—Se ha despedido de ella y de nosotros—dijo—para despistarnos: pero sigue ahí detrás. ¡Ahora es cuando me convenzo de que no están casados!...

—Me figuro—contestó él—que la comedia no ha terminado aún: adivino una última escena.

Conchita “la Bruja” estaba interesadísima, y yo tanto como ella, o más... Cuando arribamos a Madrid, entre las muchas personas que esperaban al expreso Méndez-Castillo divisó en seguida, casi delante de mí y con la cara expectante del hombre que aguarda, que busca, al escultor Pedro Guisola, a quien yo también conocía por haberle llevado a Vitoria una vez.

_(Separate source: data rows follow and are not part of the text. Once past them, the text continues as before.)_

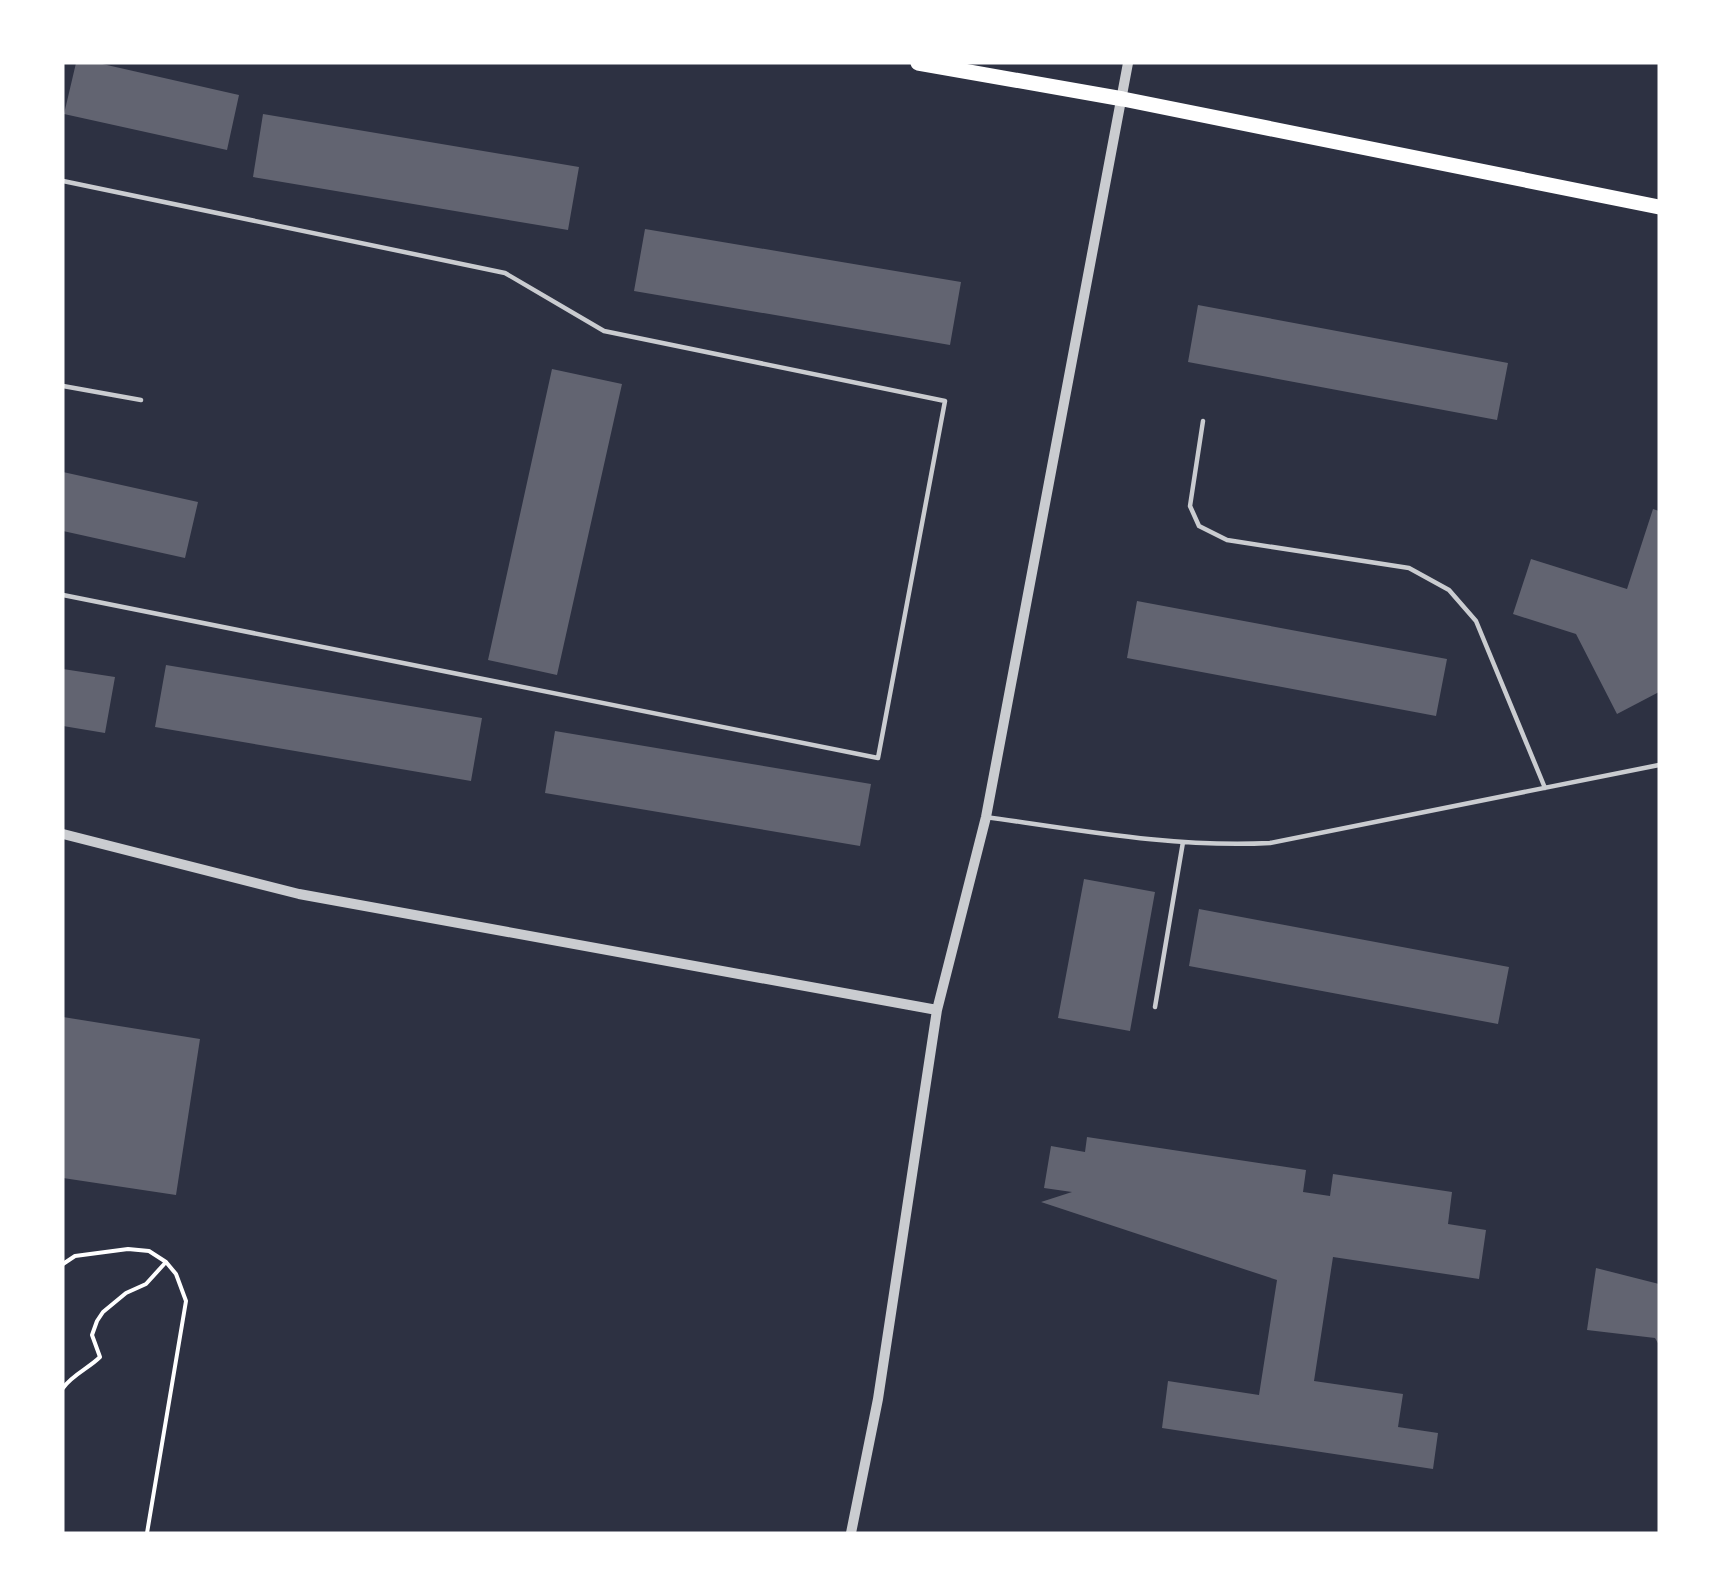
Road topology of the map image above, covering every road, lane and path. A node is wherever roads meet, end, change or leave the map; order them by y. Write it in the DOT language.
graph roads {
  1 [pos="918,63"];
  2 [pos="1128,63"];
  3 [pos="1123,99"];
  4 [pos="63,181"];
  5 [pos="1659,207"];
  6 [pos="63,386"];
  7 [pos="141,400"];
  8 [pos="1203,421"];
  9 [pos="63,595"];
  10 [pos="1659,765"];
  11 [pos="1545,788"];
  12 [pos="986,817"];
  13 [pos="63,834"];
  14 [pos="1183,842"];
  15 [pos="1155,1006"];
  16 [pos="937,1010"];
  17 [pos="166,1262"];
  18 [pos="63,1264"];
  19 [pos="63,1388"];
  20 [pos="147,1533"];
  21 [pos="851,1533"];
  1 -- 3 [label="main road"];
  2 -- 3 [label="street"];
  3 -- 5 [label="main road"];
  3 -- 12 [label="street"];
  4 -- 9 [label="lane"];
  6 -- 7 [label="lane"];
  8 -- 11 [label="lane"];
  10 -- 11 [label="lane"];
  11 -- 14 [label="lane"];
  12 -- 14 [label="lane"];
  12 -- 16 [label="street"];
  13 -- 16 [label="street"];
  14 -- 15 [label="lane"];
  16 -- 21 [label="street"];
  17 -- 18 [label="path"];
  17 -- 19 [label="path"];
  17 -- 20 [label="path"];
}
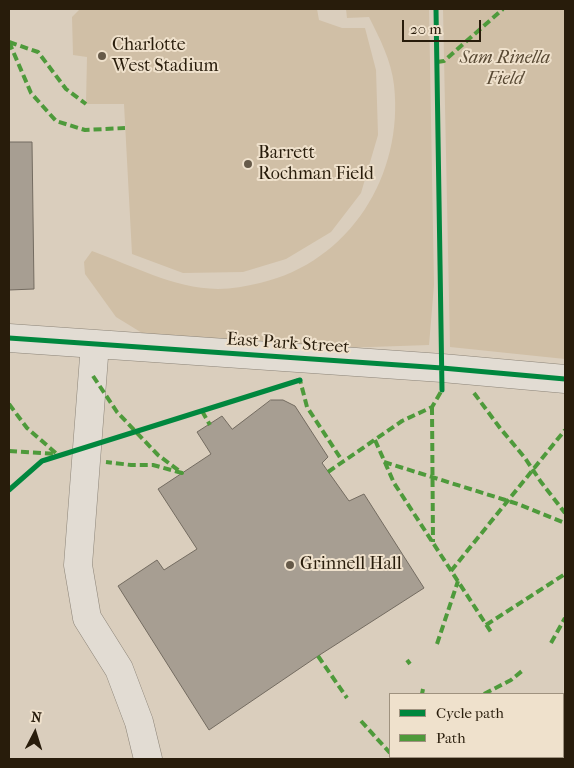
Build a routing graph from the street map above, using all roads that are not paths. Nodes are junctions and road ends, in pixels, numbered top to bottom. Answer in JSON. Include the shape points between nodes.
{"nodes":[{"id":1,"x":9,"y":338,"type":"edge"},
{"id":2,"x":96,"y":344,"type":"junction"},
{"id":3,"x":565,"y":379,"type":"edge"},
{"id":4,"x":148,"y":759,"type":"edge"}],
"edges":[{"from":1,"to":2,"type":"street","name":"East Park Street"},
{"from":2,"to":3,"type":"street","name":"East Park Street"},
{"from":2,"to":4,"type":"street","via":[[78,565],[88,618],[120,669]]}]}
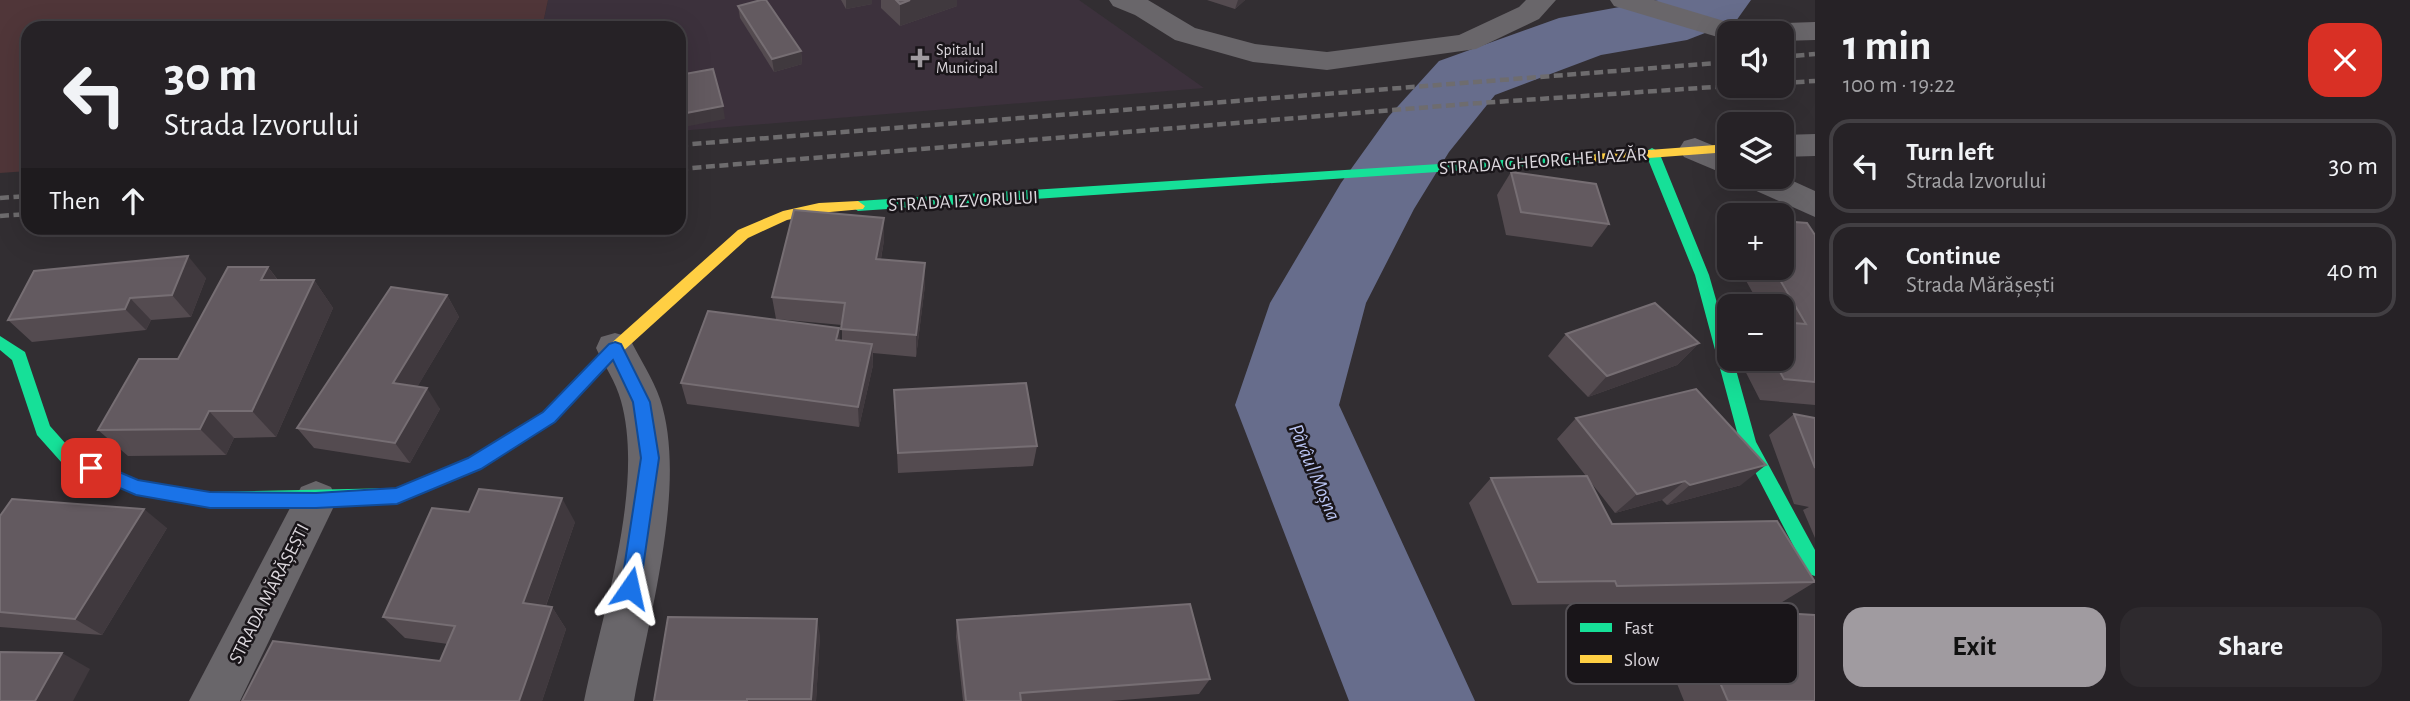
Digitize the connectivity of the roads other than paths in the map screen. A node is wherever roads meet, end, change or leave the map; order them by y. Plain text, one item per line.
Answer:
1 (1123, 0) edge
2 (1542, 0) edge
3 (1625, 0) edge
4 (1815, 31) edge
5 (1815, 145) edge
6 (1794, 146) edge
7 (1717, 148) edge
8 (1695, 149) junction
9 (1652, 152) junction
10 (1717, 159) edge
11 (1358, 176) joint
12 (1781, 189) edge
13 (1815, 205) edge
14 (0, 342) edge
15 (615, 348) junction
16 (316, 500) junction
17 (1815, 568) edge
18 (214, 701) edge
19 (609, 701) edge

1 - 2 street
3 - 4 street
5 - 6 street
7 - 8 street, STRADA GHEORGHE LAZĂR
8 - 9 street, STRADA GHEORGHE LAZĂR
8 - 10 street
9 - 11 street, STRADA GHEORGHE LAZĂR
9 - 17 street
11 - 15 street, STRADA IZVORULUI
12 - 13 street
14 - 16 street, STRADA MĂRĂȘEȘTI
15 - 16 street, STRADA IZVORULUI
15 - 19 street
16 - 18 street, STRADA MĂRĂȘEȘTI

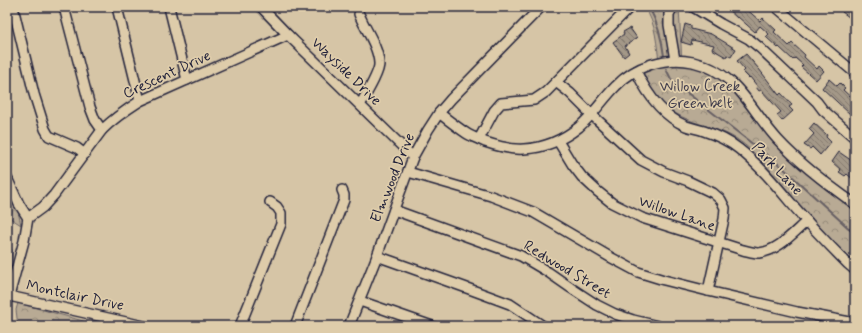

El dramaturgo, con agilidad juvenil, saltó al andén; los dos artistas se abrazaron; mediaba entre ellos una amistad antigua y fraternal.

—¡Pedro!...

—¡Querido Ricardo!... ¿De dónde vienes?

—De San Sebastián, con Conchita. ¿Tú qué haces aquí?

—Espero a mi mujer.

Pedro Guisola se adelantó cortés a estrechar la mano, sobrecargada de gemas, que Concha “la Bruja” le tendía desde una de mis ventanillas. Detrás de la tonadillera, Julieta, rígida, lívida, sonreía al escultor con una mueca indefinible, glacial...

—Pero... ¿qué es esto?—exclamó Guisola—; ¡oh, casualidad!...

La joven hacía signos afirmativos. Rápidamente Ricardo y Conchita “la Bruja” se miraron: en la mirada de ella había una risa; en la de él, que era un sentimental y quería a su amigo, había una lágrima.